6.3 Pour ce qui est des autres allégations de l'auteur relatives aux
irrégularités de la procédure, aux instructions données au jury par le
juge sur la question de l'interprétation des preuves fondées exclusivement
sur l'identification à la suite de la confrontation et sur le crédit à
accorder au témoignage d'un témoin, le Comité réaffirme que si l'article
14 garantit le droit à un procès équitable, il appartient généralement
aux juridictions des Etats parties au Pacte d'apprécier les faits et les
éléments de preuve dans un cas d'espèce de même c'est aux juridictions
d'appel et non pas au Comité qu'il appartient d'examiner les instructions
données au jury par le juge ou la conduite du procès, sauf s'il peut être
établi que les instructions du juge aux jurés étaient arbitraires ou ont
représenté un déni de justice ou que le juge a manifestement manqué à
son obligation d'impartialité. Les allégations de l'auteur et les comptes
rendus d'audience portés à la connaissance du Comité ne montrent pas que
le procès de M. McTaggart ait été entaché de telles irrégularités. En
particulier, il n'est pas évident que les instructions du juge sur l'interprétation
à donner au témoignage de Morris qui avait identifié l'auteur à l'issue
d'une confrontation étaient incompatibles avec l'obligation d'impartialité
qui incombe au juge. En conséquence, cette partie de la communication,
étant incompatible avec les dispositions du Pacte, est irrecevable conformément
à l'article 3 du Protocole facultatif.
6.4 Le Comité considère que, aux fins de la recevabilité, l'auteur n'a
pas apporté la preuve qu'il avait été victime d'une violation du paragraphe
3 de l'article 10. Cette partie de la communication est donc irrecevable
en vertu de l'article 2 du Protocole facultatif.
6.5 Le Comité note qu'avec le rejet de sa demande d'autorisation spéciale
de former recours par la section judiciaire du Conseil privé en janvier
1997, l'auteur a épuisé les recours internes aux fins du Protocole facultatif.
Dans ces circonstances, il considère qu'il convient de procéder à l'examen
de l'affaire quant au fond. Dans ce contexte, il note que l'Etat partie
a préféré ne pas traiter de la question de la recevabilité de la plainte
et a fait des observations sur le fond. Le Comité rappelle qu'en vertu
du paragraphe 2 de l'article 4 du Protocole facultatif l'Etat partie a
six mois pour soumettre par écrit des explications ou déclarations sur
le fond d'une communication. Il réaffirme que ce délai peut être réduit,
dans l'intérêt de la justice, si l'Etat partie le souhaite /
Voir constatations relatives à la communication No 606/1994 (Clement
Francis c. Jamaïque), adoptées le 25 juillet 1995, par. 7.4./.

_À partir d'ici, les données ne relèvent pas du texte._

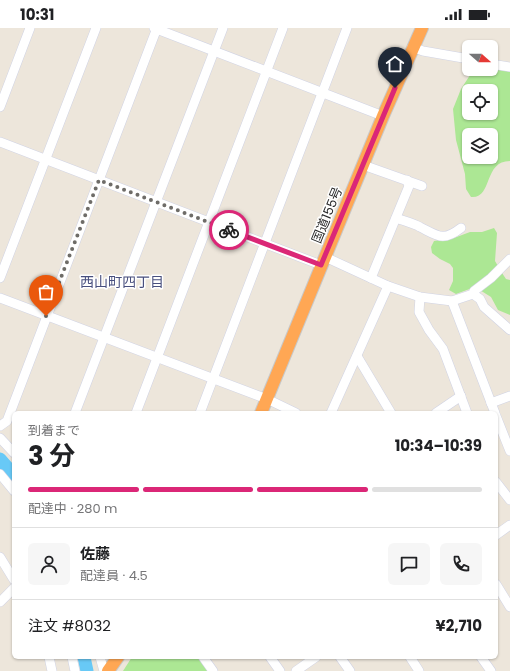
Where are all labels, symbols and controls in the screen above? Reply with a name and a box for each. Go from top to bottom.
text: 10:31 [20,4,54,25]
north arrow [462,40,498,76]
map controls [462,40,498,164]
pin [378,47,412,88]
icon: home [384,53,406,75]
button: locate [462,84,498,120]
button: layers [462,128,498,164]
street label: 国道155号 [307,184,347,246]
courier [209,210,249,250]
icon: bike [218,219,240,241]
district label: 西山町四丁目 [80,272,164,292]
pin [29,275,63,316]
icon: bag [35,281,57,303]
text: 到着まで [28,421,80,440]
text: 10:34–10:39 [395,435,482,456]
text: 3 分 [28,438,75,474]
text: 配達中 · 280 m [28,499,117,518]
button: person [28,543,70,585]
text: 佐藤 [80,543,110,564]
button: chat [388,543,430,585]
button: phone [440,543,482,585]
text: 配達員 · 4.5 [80,566,148,585]
text: 注文 #8032 [28,615,111,636]
text: ¥2,710 [436,615,482,636]

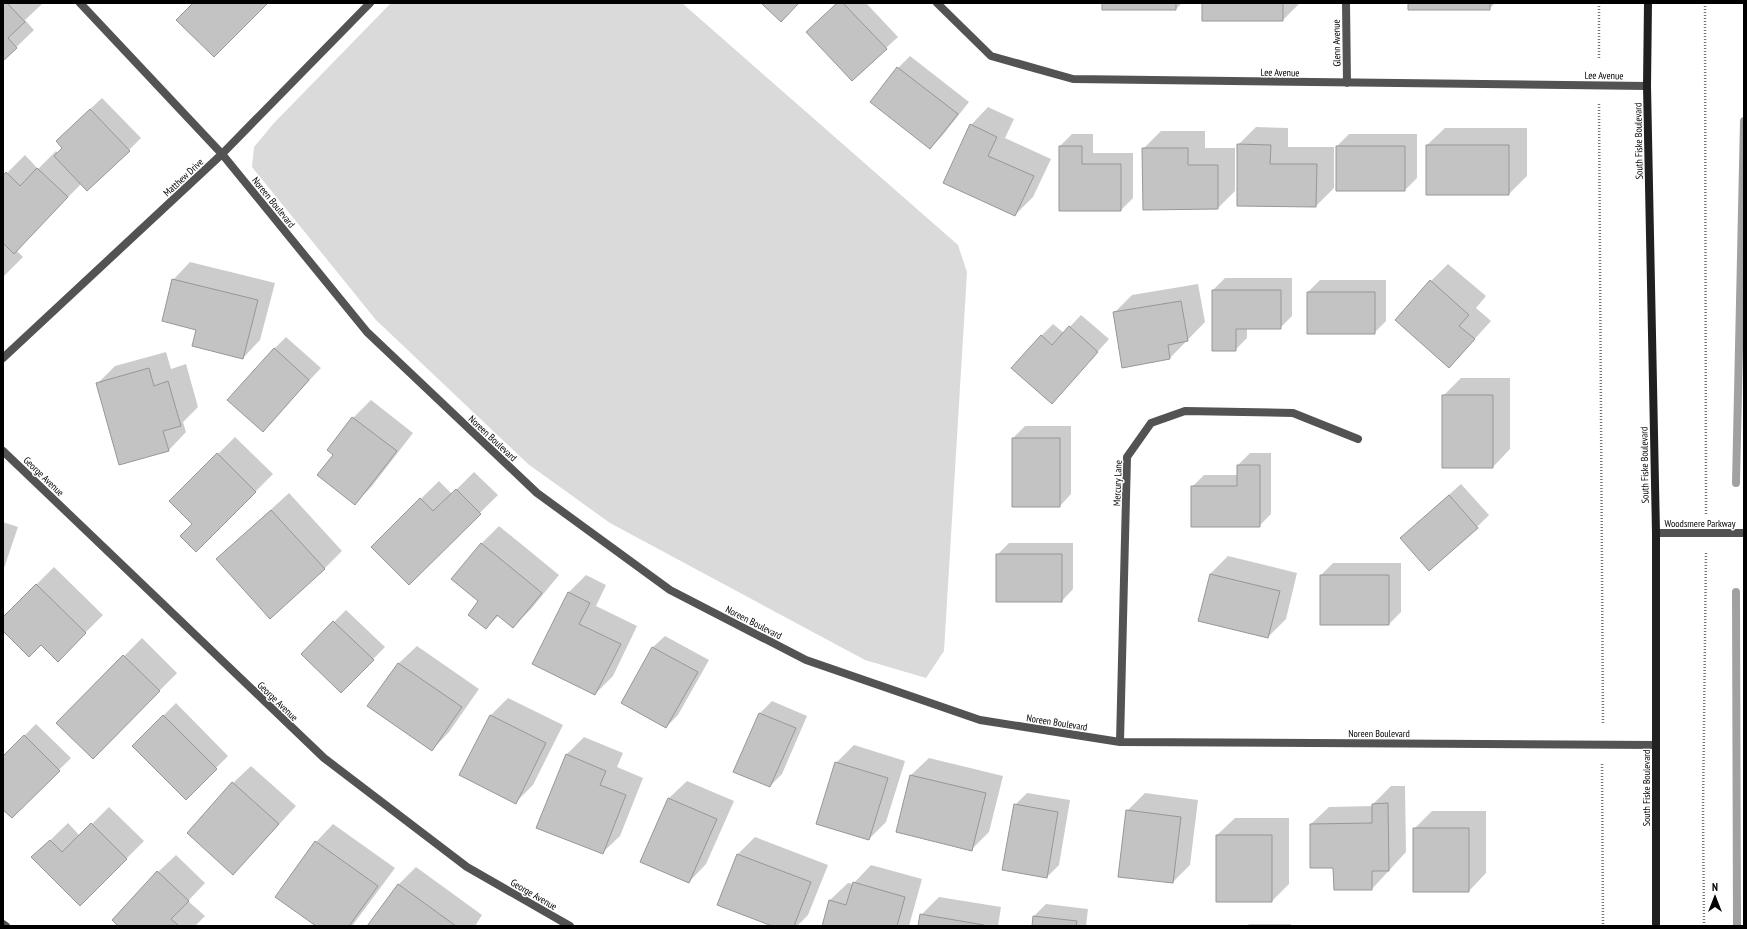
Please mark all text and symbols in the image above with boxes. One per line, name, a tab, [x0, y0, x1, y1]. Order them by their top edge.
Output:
street label: Glenn Avenue	[1330, 19, 1343, 67]
street label: Lee Avenue	[1260, 66, 1300, 79]
street label: Lee Avenue	[1584, 69, 1624, 82]
street label: South Fiske Boulevard	[1631, 103, 1646, 179]
street label: Matthew Drive	[161, 155, 206, 199]
street label: Noreen Boulevard	[249, 174, 298, 230]
street label: Noreen Boulevard	[466, 413, 520, 464]
street label: South Fiske Boulevard	[1637, 427, 1652, 503]
street label: George Avenue	[21, 454, 67, 499]
street label: Mercury Lane	[1110, 460, 1125, 506]
street label: Woodsmere Parkway	[1665, 517, 1736, 530]
street label: Noreen Boulevard	[723, 603, 784, 642]
street label: George Avenue	[255, 679, 301, 724]
street label: Noreen Boulevard	[1025, 711, 1088, 734]
street label: Noreen Boulevard	[1348, 727, 1410, 740]
street label: South Fiske Boulevard	[1640, 750, 1653, 826]
street label: George Avenue	[508, 876, 559, 913]
north arrow	[1695, 877, 1735, 917]
text: N	[1712, 880, 1718, 894]

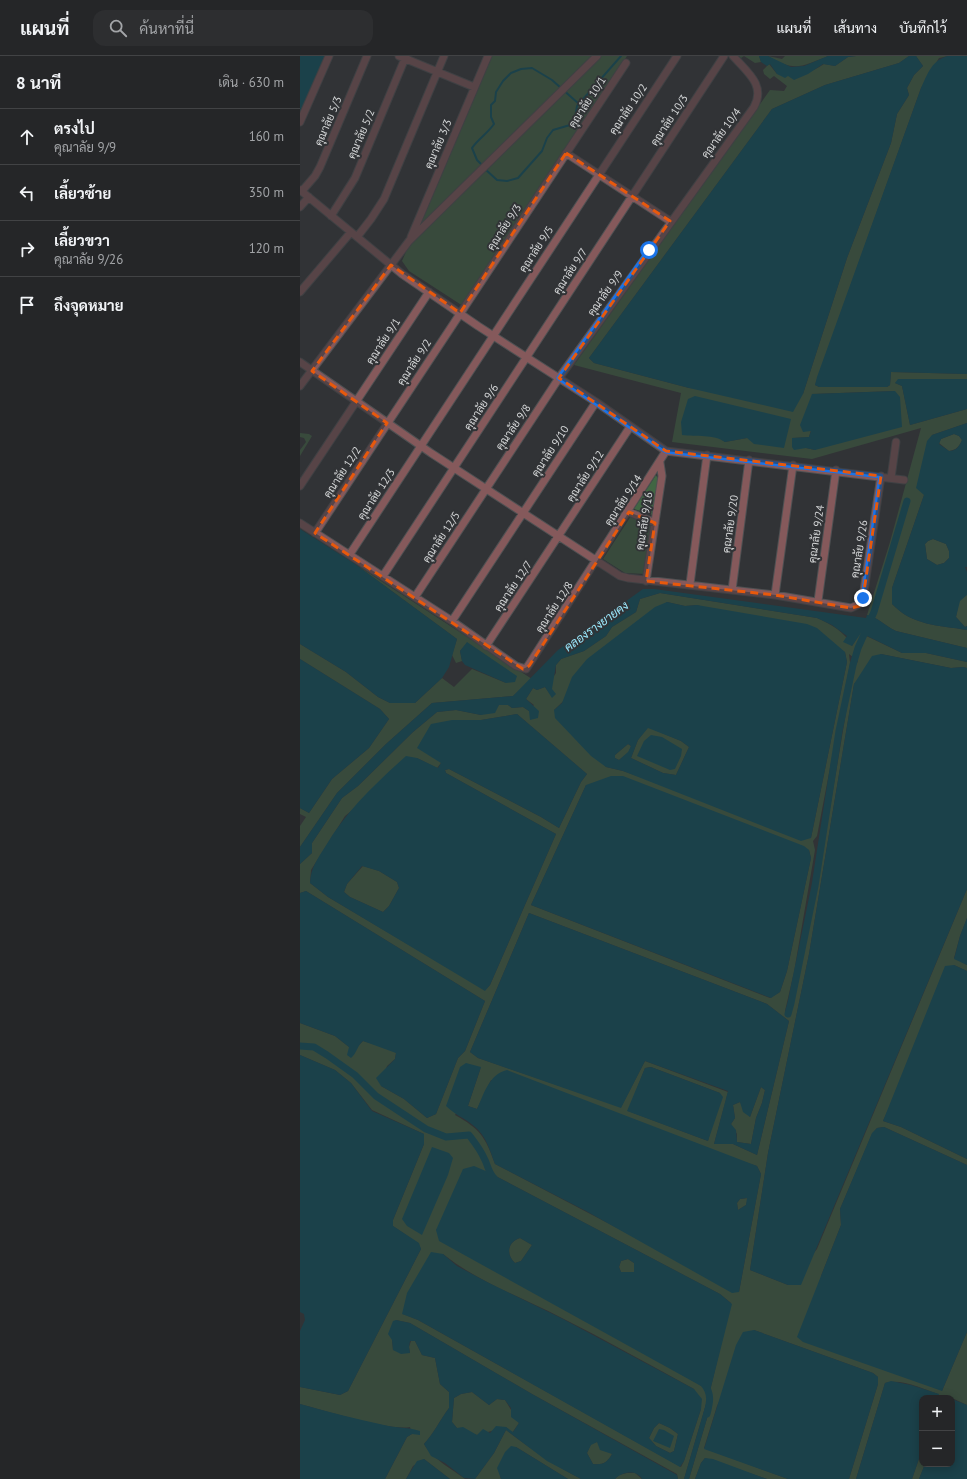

Le Comité note en outre que le conseil de l'auteur accepte que l'affaire
soit examinée sur le fond à ce stade.
7. En conséquence, le Comité déclare le reste de la communication recevable
et procède sans plus tarder à l'examen de ces allégations sur le fond,
à la lumière de toutes les informations portées à sa connaissance par
les parties, selon les dispositions du paragraphe 1 de l'article 5 du
Protocole facultatif.
8.1 En vertu du paragraphe 2 de l'article 9 du Pacte tout individu arrêté
doit être informé des raisons de son arrestation et recevoir notification
dans le plus court délai de toute accusation portée contre lui. M. McTaggart
affirme n'avoir été informé des accusations portées contre lui que quand
il a été présenté devant la Circuit Court, le 11 mai 1995, et que
c'était la première fois qu'il entendait les motifs de son arrestation.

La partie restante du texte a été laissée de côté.